Finance

Congress Is Almost Done Drafting a Puerto Rico Bill. Now What?

The House Natural Resources Committee is so close to finalizing language to help Puerto Rico with its debt crisis that stakeholders are taking positions on specific provisions of a draft leaked late last week.

Republicans on the committee, led by Chairman Rob Bishop (R-Utah), are taking an optimistic tone with the legislation by borrowing the Spanish word for “promise” and calling the bill the Puerto Rico Oversight, Management, and Economic Stability Act, or PROMESA.

Bishop’s bill so far has taken criticism from both Democrats and Republicans, though the final version will still probably pass when it comes to the House floor next month for a vote. That’s because the measure avoids allowing San Juan to declare Chapter 9 bankruptcy, a key red line set by the conservative Republican Study Committee.

The commonwealth’s elected representative to Congress, however, is still trying to extract a few more promises from Republicans before the House votes on the legislation. Resident Commissioner Pedro Pierluisi, a Democrat, said in a lengthy statement on Sunday that he would like to see a handful of changes to the draft measure before he’ll support it.

Most of Pierluisi’s requested changes focus on the the strong financial oversight board that the bill would establish. He said the bill needs to be changed so the board expires sooner than the current ending of five years of balanced budgets on the island.

Puerto Rico Gov. Alejandro García Padilla said at a Monday afternoon press conference in San Juan that the bill as it currently stands is unacceptable to him because of the strength of the fiscal control board.

“This board would come to impose itself against democracy,” García Padilla said, according to an informal translation of his remarks. “This is not acceptable.”

Pierluisi also wants Congress to avoid giving the board the authority to micromanage the financial decisions that the island makes. He said legislators appear to have copied language from a similar measure to address a fiscal crisis in the District of Columbia in the mid-1990s. The proposed Puerto Rico board would have “excessive, unnecessary and anti-democratic powers.”

“I have advised the chairman of my strong opposition to these provisions, and I believe he is open to taking a good, hard look at them,” Pierluisi said.  “Let me be clear.  This bill can and will evolve. It contains great, good, mediocre, and bad provisions.”

Pierluisi has also objected, along with officials in San Juan, to create a position on the board that would have the authority to reject contracts Puerto Rico’s government signs.

Daniel Hanson, an analyst with the Washington-based consulting firm Height Securities, said in an analysis of the draft that Pierluisi might have enough sway in Congress to get his way on some measures. “Pierluisi’s opposition may carry some limited weight in Congress, as he is the lone representative of the territory to Washington D.C.,” he wrote.

The draft legislation, as it stood on Friday, contained dozens of measures sandwiched between brackets, symbolizing langauge that hasn’t been finalized through negotiations.

These bracketed provisions range from the mundane, such as whether a top official should be called the chief management officer or the chief restructuring officer, to the highly significant.

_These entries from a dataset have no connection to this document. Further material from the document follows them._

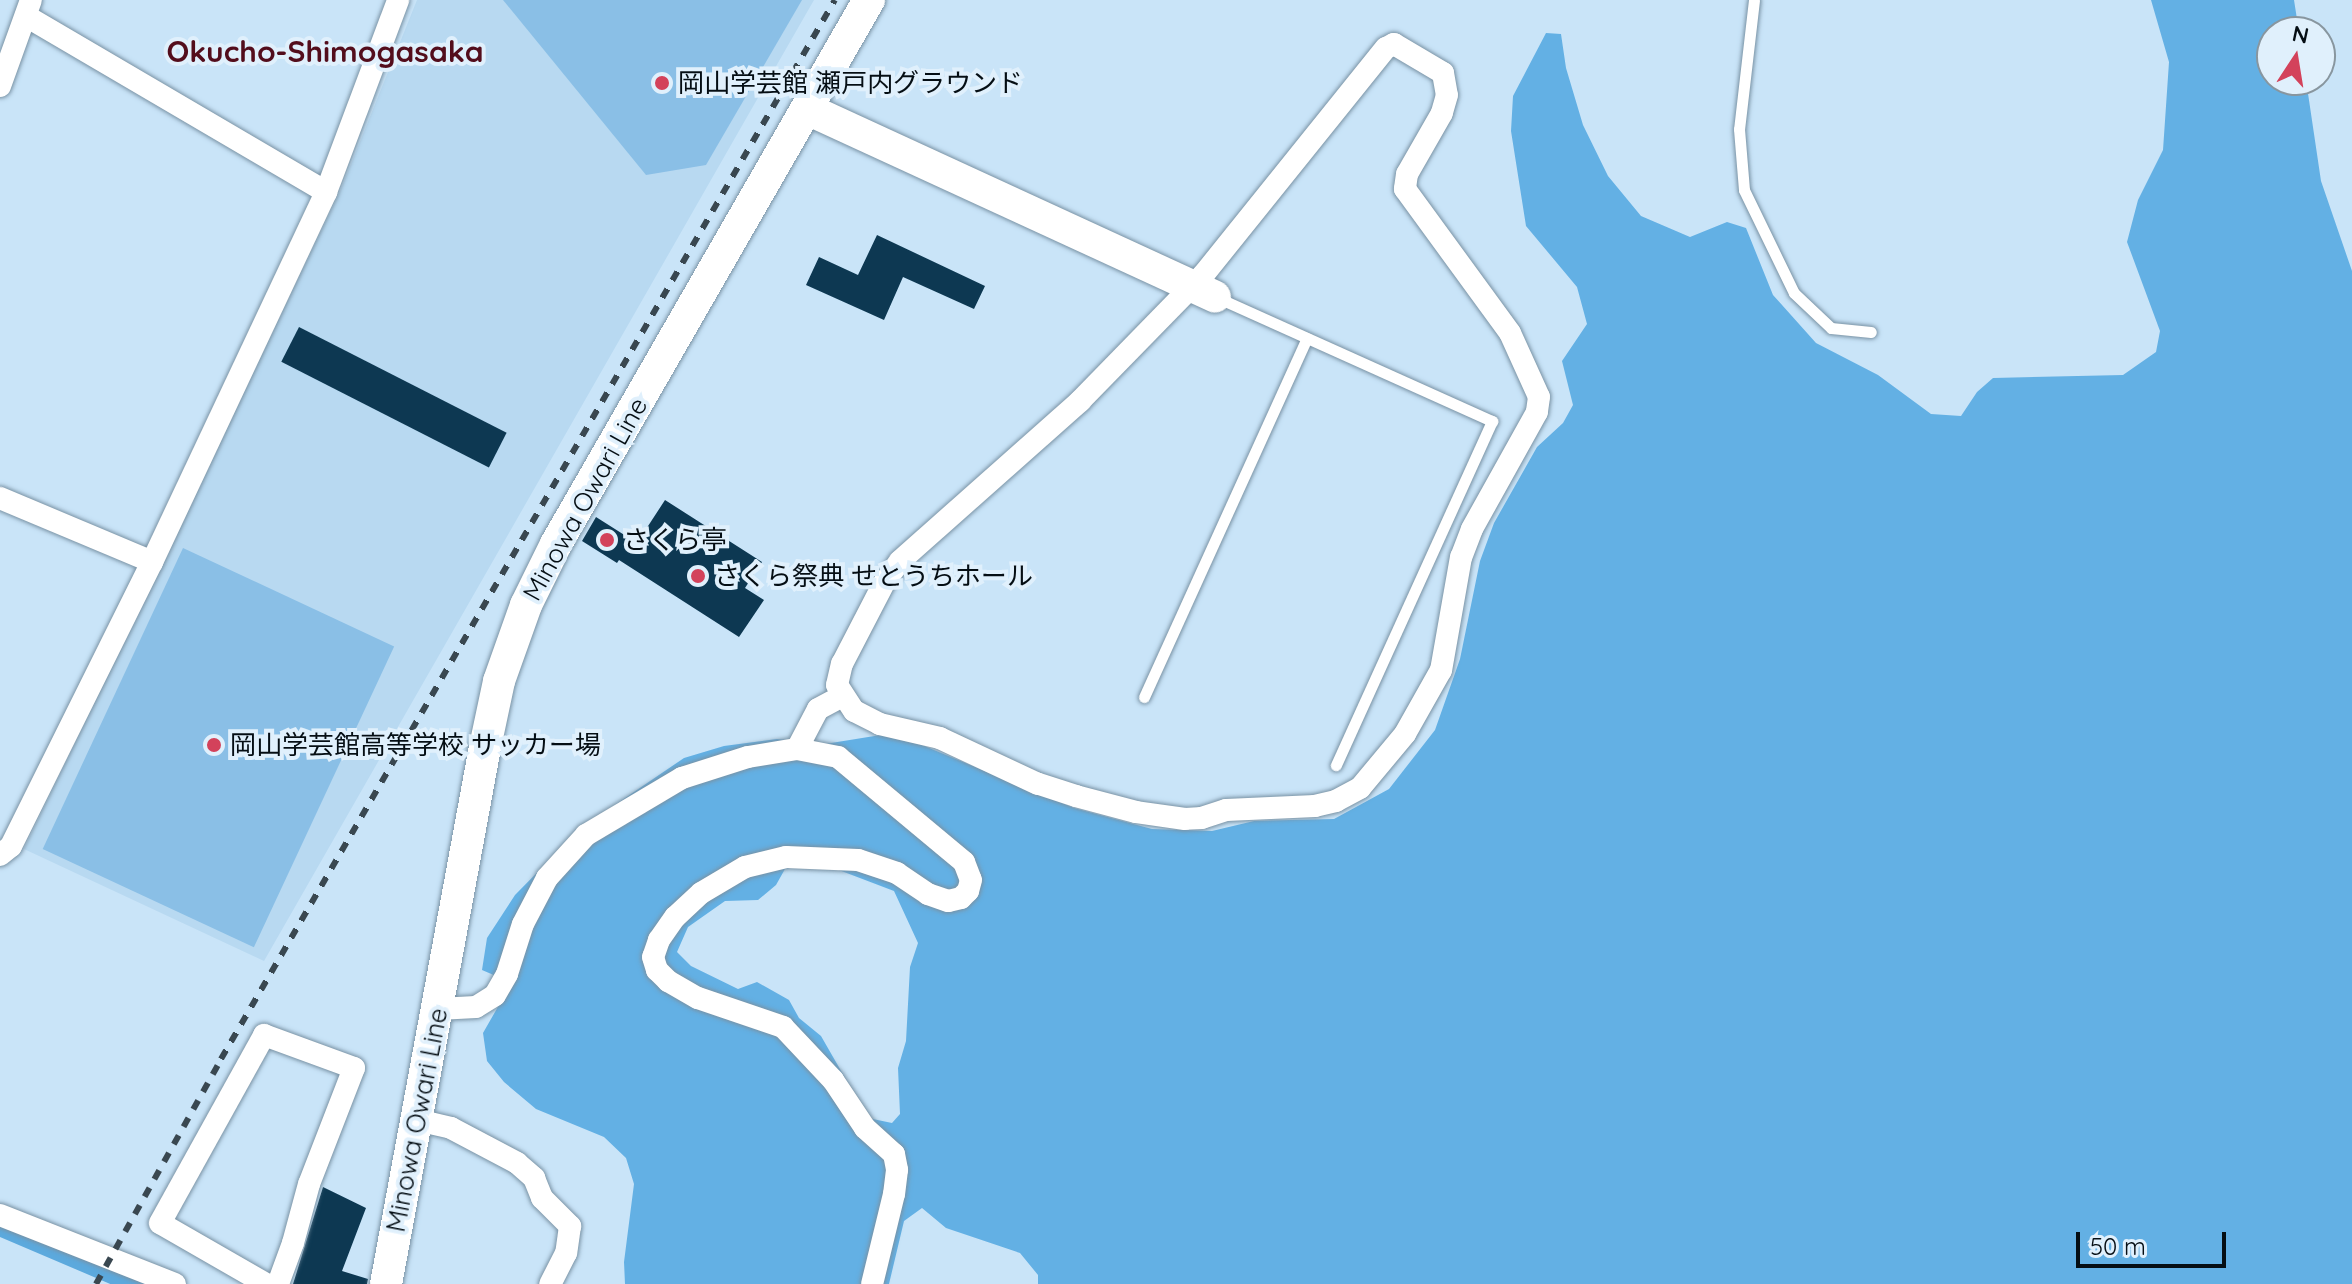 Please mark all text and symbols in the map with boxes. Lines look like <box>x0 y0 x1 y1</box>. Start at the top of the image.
north arrow <box>2256 16 2336 96</box>
text: N <box>2290 19 2311 50</box>
district label: Okucho-Shimogasaka <box>166 33 484 69</box>
place label: 岡山学芸館 瀬戸内グラウンド <box>678 67 1023 99</box>
marker: 岡山学芸館 瀬戸内グラウンド <box>653 74 671 92</box>
street label: Minowa Owari Line <box>516 392 654 606</box>
place label: さくら亭 <box>623 524 727 556</box>
marker: さくら亭 <box>598 531 616 549</box>
place label: さくら祭典 せとうちホール <box>714 560 1033 592</box>
marker: さくら祭典 せとうちホール <box>689 567 707 585</box>
place label: 岡山学芸館高等学校 サッカー場 <box>230 729 601 761</box>
marker: 岡山学芸館高等学校 サッカー場 <box>205 736 223 754</box>
street label: Minowa Owari Line <box>380 1005 454 1235</box>
scale bar <box>2080 1216 2230 1266</box>
text: 50 m <box>2090 1231 2146 1261</box> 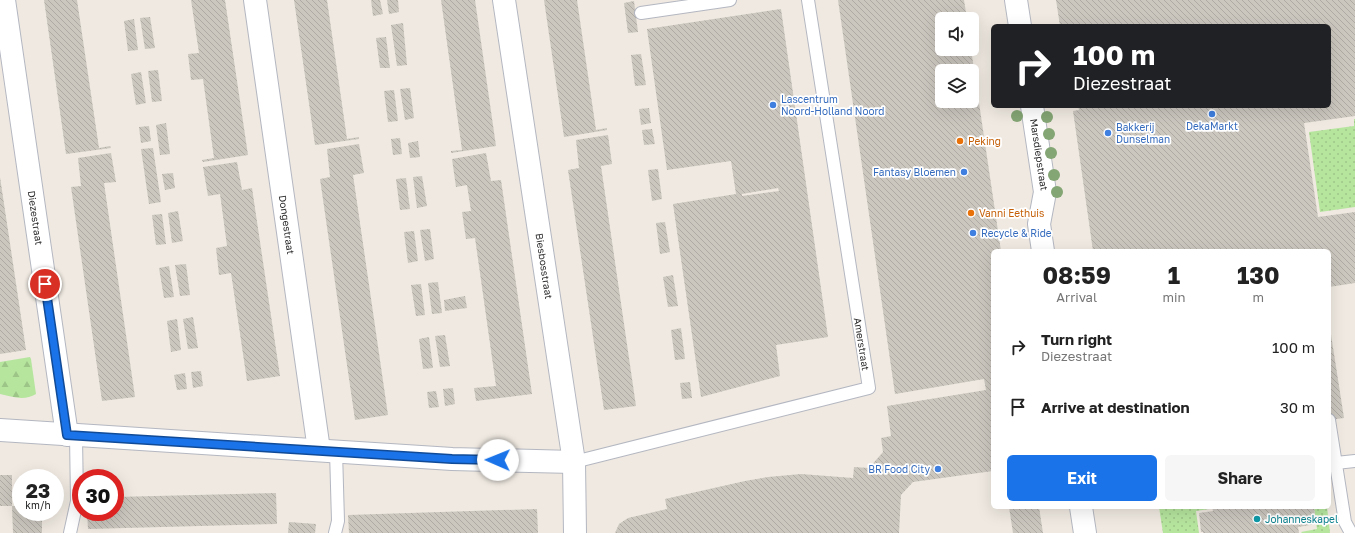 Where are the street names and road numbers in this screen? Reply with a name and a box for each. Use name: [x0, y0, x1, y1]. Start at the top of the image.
street label: Marsdiepstraat: [1028, 118, 1051, 191]
street label: Diezestraat: [26, 190, 45, 246]
street label: Dongestraat: [277, 194, 297, 255]
street label: Biesbosstraat: [533, 232, 555, 300]
street label: Amerstraat: [852, 317, 872, 371] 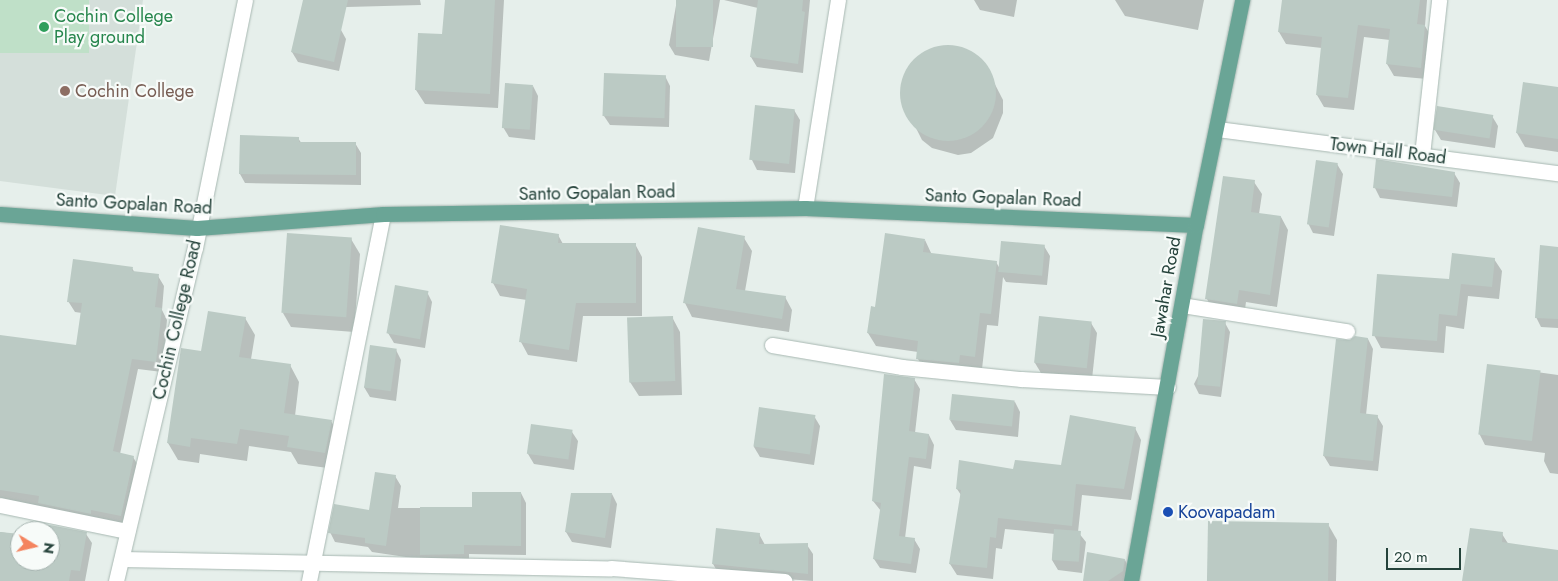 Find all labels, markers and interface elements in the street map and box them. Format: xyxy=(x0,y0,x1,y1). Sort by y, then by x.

One bit of language that is both uncertain and important concerns the legal definition for a “debtor.” The current draft contains a bracketed line that would include insolvent entities as debtors, along with uncontroversial debtors such as the territory itself and “territorial instrumentalities,” referring to the public utilities that have racked up so much debt.

The draft language also sets out a complex mechanism that would allow for a stay on debt litigation, a move without precedent in U.S. law. The way the bill foresees that process is still in flux, but an automatic stay would be placed on debt litigation until the control board enters into force.

Susheel Kirpalani, a partner with  the law firm Quinn Emanuel who represents senior holders of Puerto Rico’s sales tax-backed COFINA bonds, told Morning Consult he thinks the bill represents an “excellent, responsible first draft.”

“I think that the House Natural Resources Committee has done an outstanding job of trying very hard to ensure that battle-tested principles that have been upheld under the U.S. Constitution are upheld under any kind of restructuring regime for Puerto Rico,” Kirpalani said in an interview.
But other bondholders aren’t so satisfied with the legislation. Bishop is already taking flak on the stay from the Main Street Bondholders Coalition, which represents small bondholders vested in Puerto Rico.

“We are extremely disappointed Chairman Bishop has put forth such a highly political bill, one that endangers a consensual solution between the Puerto Rican Government and constitutional bondholders,” Matthew Kandrach, vice president of the 60 Plus Association, said in a Monday statement. “The bill is a toxic combination of [House Minority Leader] Nancy Pelosi’s legal stay and the dangerous, precedent-setting Super Chapter 9 proposal that congressional Republicans supposedly rejected last year.”

The committee is expected to release the final version of the discussion draft on Tuesday and continue to update the bill before formally introducing legislation when the House returns in mid-April.